_ABOUT THIS TASK_. Would you copy out only the lines from the one with "index tip: (945, 843)" to the end of the records, exactly as they stand?

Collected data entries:
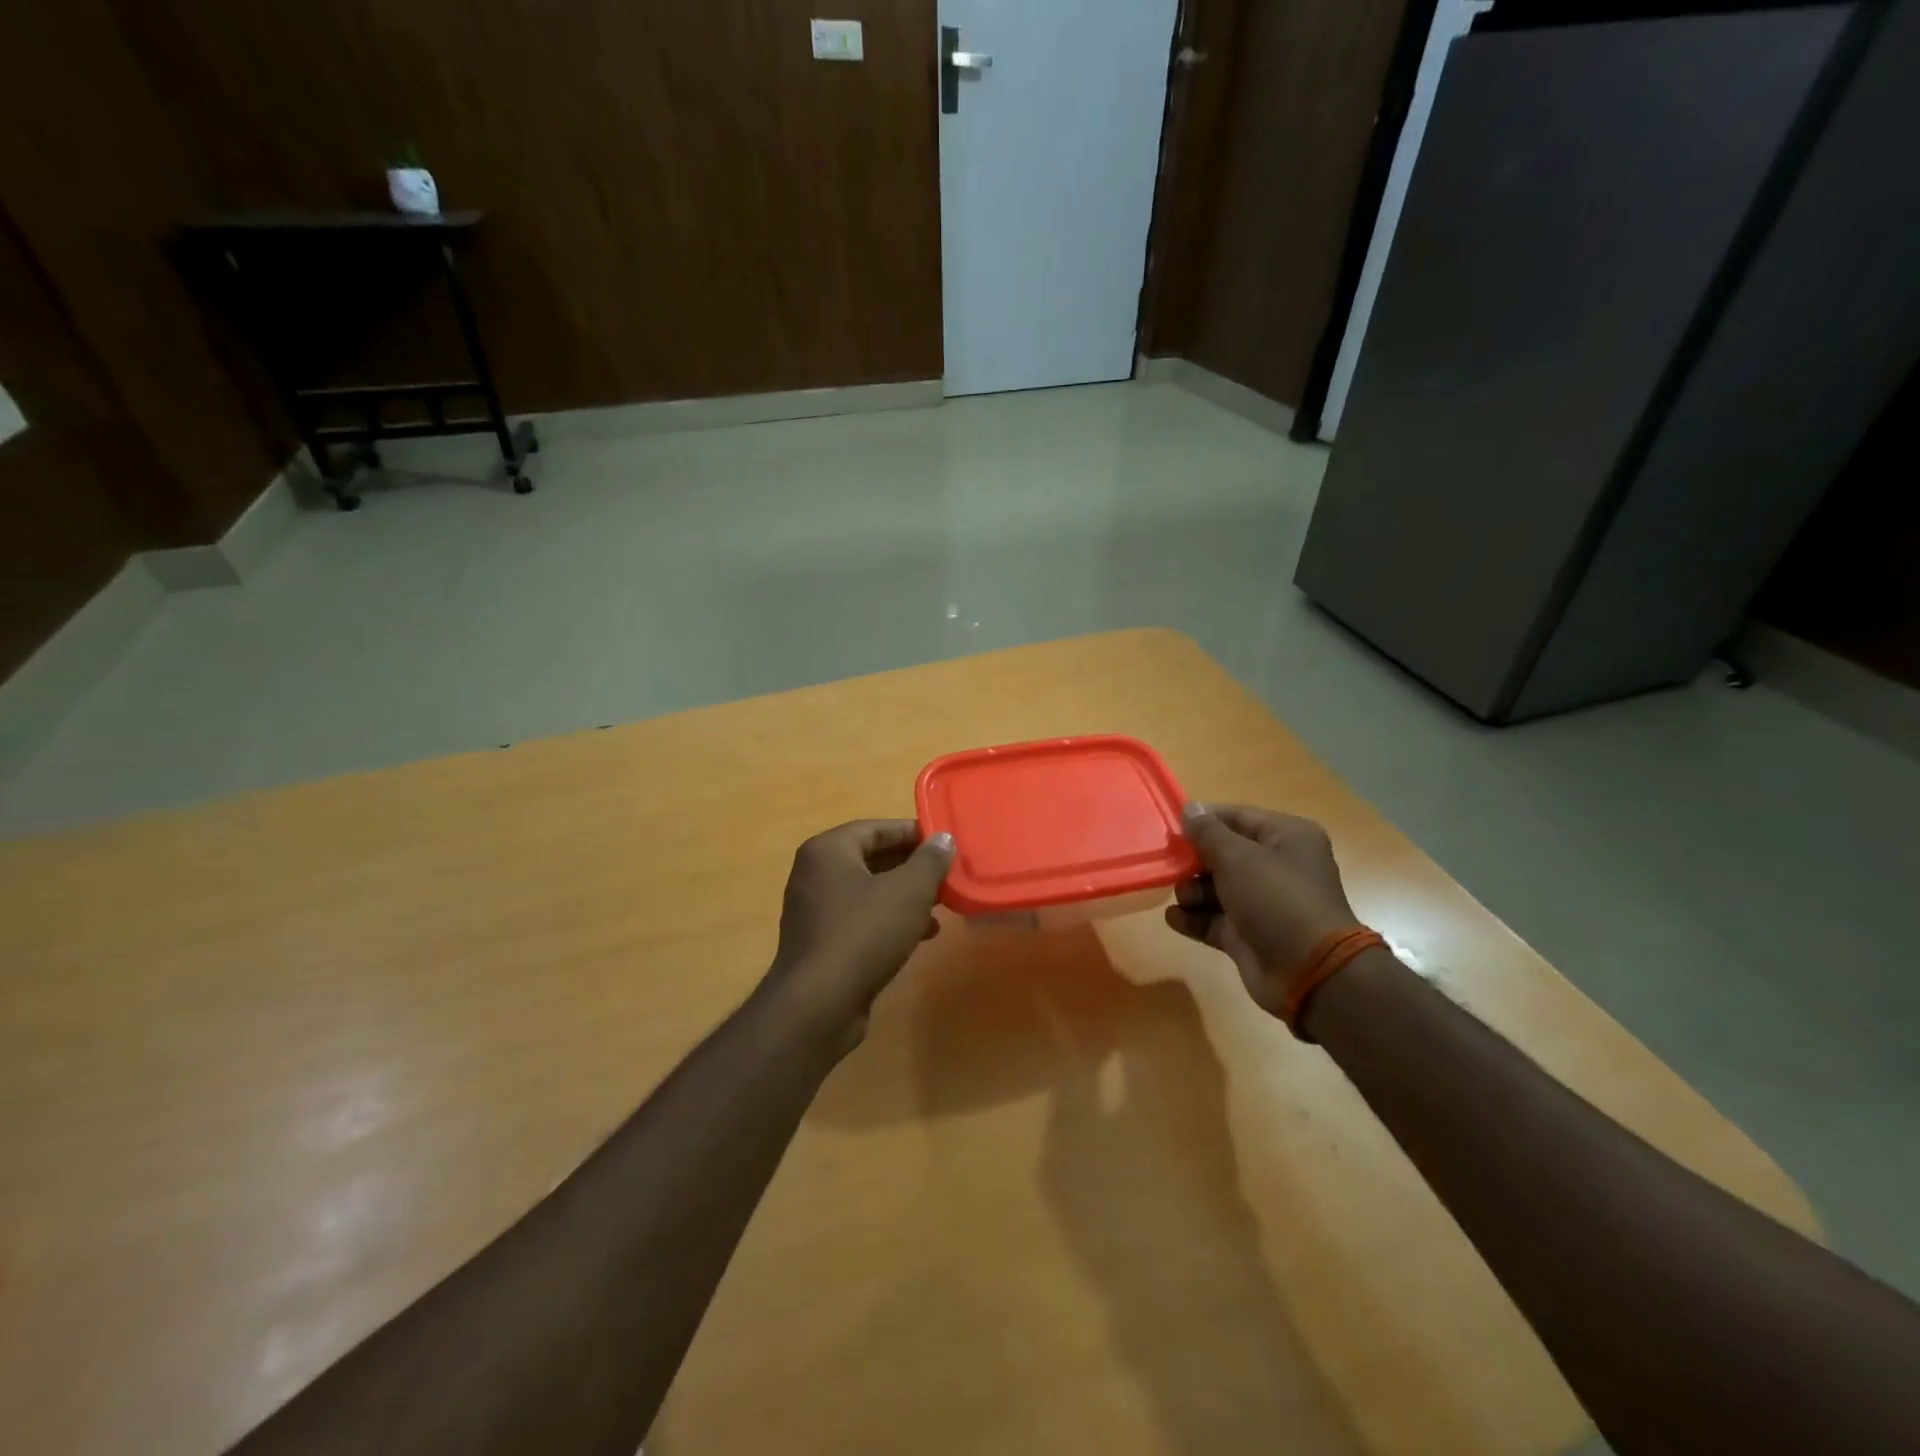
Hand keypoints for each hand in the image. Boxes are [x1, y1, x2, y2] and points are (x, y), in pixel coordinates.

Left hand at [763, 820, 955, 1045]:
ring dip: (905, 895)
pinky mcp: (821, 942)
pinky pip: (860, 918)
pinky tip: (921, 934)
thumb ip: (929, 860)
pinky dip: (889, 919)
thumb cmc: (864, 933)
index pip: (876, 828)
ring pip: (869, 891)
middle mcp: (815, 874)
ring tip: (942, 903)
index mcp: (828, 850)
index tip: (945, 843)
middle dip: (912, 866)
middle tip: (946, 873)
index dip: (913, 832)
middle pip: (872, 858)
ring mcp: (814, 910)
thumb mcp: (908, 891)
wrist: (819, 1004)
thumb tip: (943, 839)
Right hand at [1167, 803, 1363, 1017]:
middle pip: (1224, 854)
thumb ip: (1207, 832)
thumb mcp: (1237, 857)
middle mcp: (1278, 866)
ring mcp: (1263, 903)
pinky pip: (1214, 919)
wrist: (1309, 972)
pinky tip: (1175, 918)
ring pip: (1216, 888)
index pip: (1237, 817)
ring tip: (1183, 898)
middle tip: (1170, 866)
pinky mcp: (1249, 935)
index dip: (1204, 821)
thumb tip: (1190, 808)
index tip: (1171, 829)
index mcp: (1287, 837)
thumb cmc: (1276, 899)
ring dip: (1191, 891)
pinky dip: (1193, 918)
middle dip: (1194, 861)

_RESULT OF THE EXERCISE_.
index tip: (945, 843)
middle dip: (912, 866)
middle tip: (946, 873)
index dip: (913, 832)
middle pip: (872, 858)
ring mcp: (814, 910)
thumb mcp: (908, 891)
wrist: (819, 1004)
thumb tip: (943, 839)
Right hand at [1167, 803, 1363, 1017]:
middle pip: (1224, 854)
thumb ip: (1207, 832)
thumb mcp: (1237, 857)
middle mcp: (1278, 866)
ring mcp: (1263, 903)
pinky pip: (1214, 919)
wrist: (1309, 972)
pinky tip: (1175, 918)
ring pip: (1216, 888)
index pip: (1237, 817)
ring tip: (1183, 898)
middle tip: (1170, 866)
pinky mcp: (1249, 935)
index dip: (1204, 821)
thumb tip: (1190, 808)
index tip: (1171, 829)
index mcp: (1287, 837)
thumb cmc: (1276, 899)
ring dip: (1191, 891)
pinky dip: (1193, 918)
middle dip: (1194, 861)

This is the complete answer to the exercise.